Jordan's Principle

Report a Jordan's Principle case

The Caring Society is keeping track of unresolved Jordan's Principle cases. If you think you have encountered a Jordan's Principle case, we would like to hear from you

Updates

Background

Jordan’s Principle is a child-first principle named in memory of Jordan River Anderson, a First Nations child from Norway House Cree Nation in Manitoba. Born with complex medical needs, Jordan spent more than two years unnecessarily in hospital while the Province of Manitoba and the federal government argued over who should pay for his at home care. Jordan died in the hospital at the age of five years old, never having spent a day in his family home. Jordan’s Principle aims to make sure First Nations children can access public services ordinarily available to other Canadian children without experiencing any service denials, delays or disruptions related to their First Nations status.

Payment disputes within and between federal and provincial governments over services for First Nations children are not uncommon. First Nations children are frequently left waiting for services they desperately need, or are denied services that are available to other children. This includes services in education, health, childcare, recreation, and culture and language. Jordan's Principle calls on the government of first contact to pay for the services and seek reimbursement later so the child does not get tragically caught in the middle of government red tape.

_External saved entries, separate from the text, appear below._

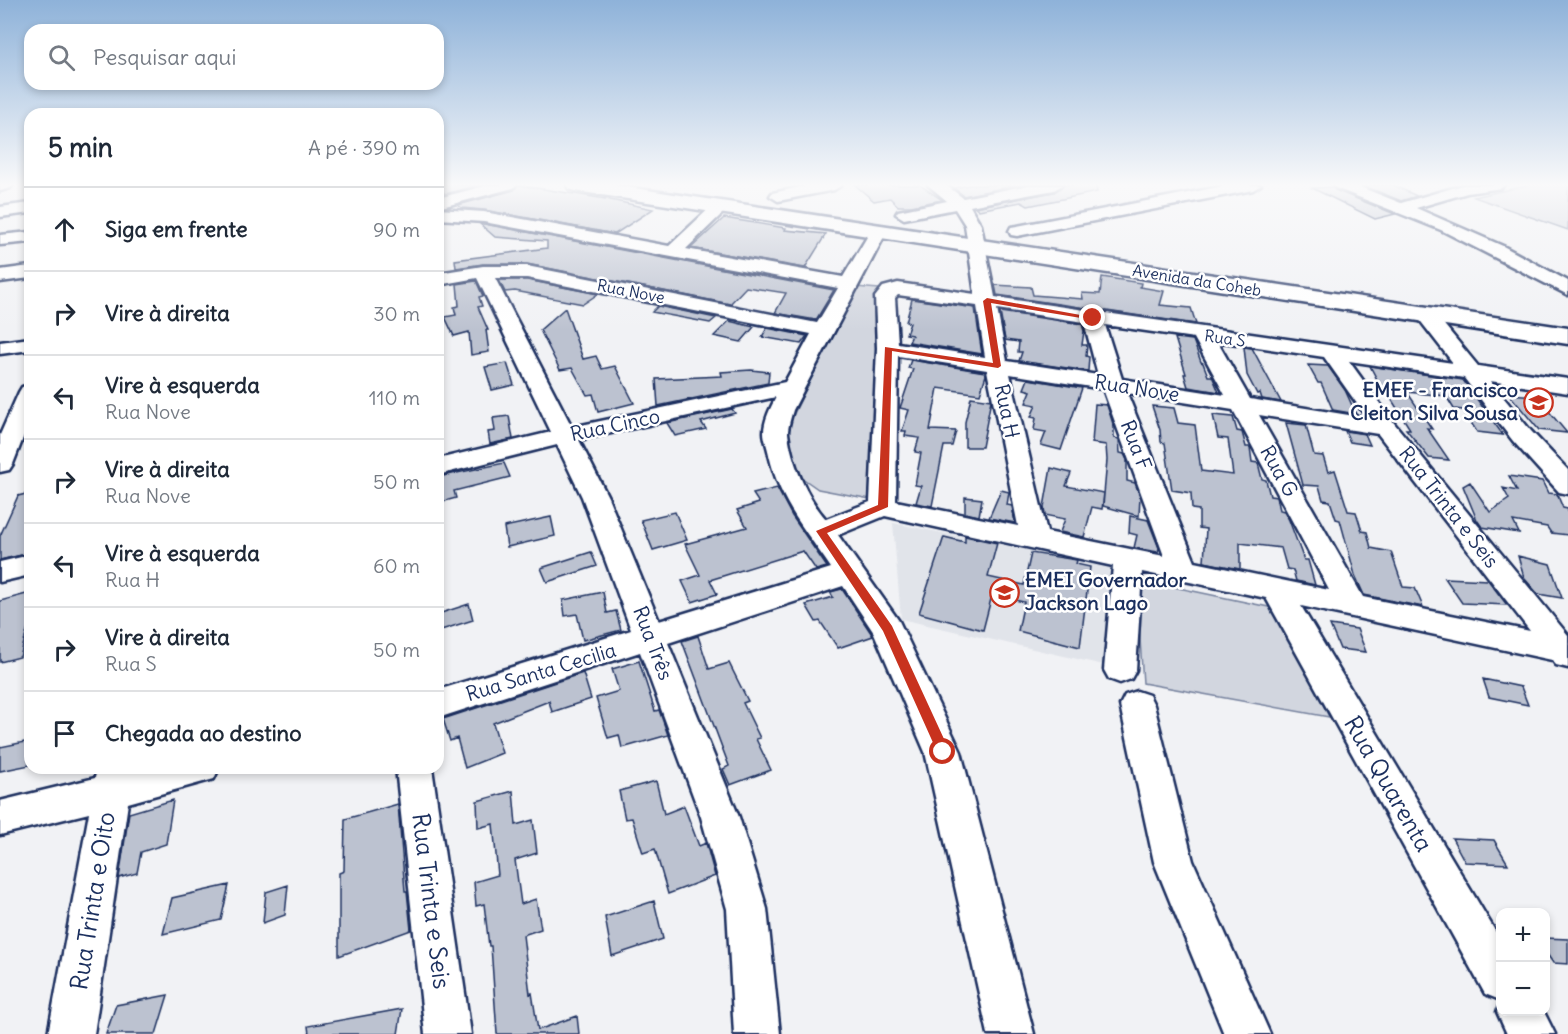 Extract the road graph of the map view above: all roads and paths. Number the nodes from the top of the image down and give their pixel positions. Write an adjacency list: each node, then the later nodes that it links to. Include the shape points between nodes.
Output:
1 (571, 233): 14 (street)
2 (692, 233): 14 (street)
3 (878, 233): 19 (street)
4 (923, 233): 10 (main road, Avenida da Coheb)
5 (967, 233): 10 (main road, Avenida da Coheb)
6 (975, 233): 10 (street)
7 (999, 233): 10 (main road, Avenida da Coheb)
8 (1032, 233): 13 (main road, Avenida da Coheb)
9 (1459, 233): 20 (street)
10 (976, 236): 21 (street, Rua H); 22 (main road, Avenida da Coheb)
11 (24, 238): 12 (street)
12 (0, 240)
13 (1075, 240)
14 (672, 252): 19 (street)
15 (483, 272): 18 (street, Rua Nove); 24 (street, Rua Nove, via 545,274); 39 (street, Rua Três)
16 (24, 273): 17 (street)
17 (0, 276)
18 (444, 278)
19 (849, 284): 24 (street)
20 (1568, 289)
21 (987, 301): 23 (street, Rua S); 29 (street, Rua S, via 907,289 890,291 885,297); 31 (street, Rua H)
22 (1425, 314): 26 (main road, Avenida da Coheb); 32 (street)
23 (1093, 318): 25 (street, Rua S); 33 (street, Rua F)
24 (822, 330): 35 (street)
25 (1203, 335): 30 (street, Rua S); 36 (street, Rua G)
26 (1568, 336)
27 (24, 345): 28 (street)
28 (0, 348)
29 (888, 348): 31 (street, Rua Nove); 43 (street)
30 (1333, 354): 32 (street, Rua S); 38 (street, Rua Trinta e Seis)
31 (998, 366): 33 (street, Rua Nove); 45 (street, Rua H)
32 (1468, 370): 34 (street, Rua S); 42 (street)
33 (1112, 384): 36 (street, Rua Nove); 48 (street, Rua F)
34 (1568, 386)
35 (793, 387): 39 (street, Rua Cinco); 44 (street, via 781,410 776,432 779,450 805,513)
36 (1242, 405): 38 (street, Rua Nove); 52 (street, Rua G)
37 (24, 407): 40 (street)
38 (1386, 428): 54 (street, Rua Trinta e Seis)
39 (564, 436): 41 (street, Rua Cinco); 53 (street, Rua Três, via 595,497)
40 (0, 464)
41 (444, 466)
42 (1568, 486)
43 (883, 507): 44 (street); 45 (street)
44 (821, 531): 50 (street)
45 (1035, 539): 46 (street)
46 (1128, 559): 48 (street); 55 (street)
47 (24, 566): 49 (street)
48 (1184, 570): 51 (street)
49 (0, 572)
50 (849, 573): 53 (street, Rua Santa Cecilia); 67 (street, via 888,629 943,752)
51 (1276, 590): 52 (street); 62 (street, Rua Quarenta)
52 (1353, 606): 54 (street)
53 (650, 638): 56 (street, Rua Santa Cecilia); 66 (street, Rua Três, via 720,817 747,909)
54 (1565, 654)
55 (1120, 670)
56 (444, 702)
57 (1137, 705): 68 (street, via 1174,862)
58 (157, 774): 60 (street)
59 (415, 774): 65 (street, Rua Trinta e Seis)
60 (113, 780): 61 (street); 64 (street, Rua Trinta e Oito)
61 (0, 818)
62 (1496, 972)
63 (1522, 1016): 69 (street)
64 (71, 1034)
65 (448, 1034)
66 (757, 1034)
67 (1011, 1034)
68 (1247, 1034)
69 (1532, 1034)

In a landmark ruling on January 26, 2016, the Canadian Human Rights Tribunal ordered the federal government to immediately stop applying a limited and discriminatory definition of Jordan’s Principle, and to immediately take measures to implement the full meaning and scope of the principle. 

On July 6, 2016, INAC submitted a compliance report to the Tribunal providing an update on its implementation of the principle. In the submission, the government committed to invest up to $382 million to implement a broader application of Jordan's Principle. At the same time, INAC continued to limit the principle's application to children living on reserve with a disability or short-term condition. The Caring Society is awaiting clarification to understand: 1) what the funding announcement really means for children on the ground, 2) who the federal government is applying it to, and 3) how its proposed approach differs from the discriminatory approach it has used up until now.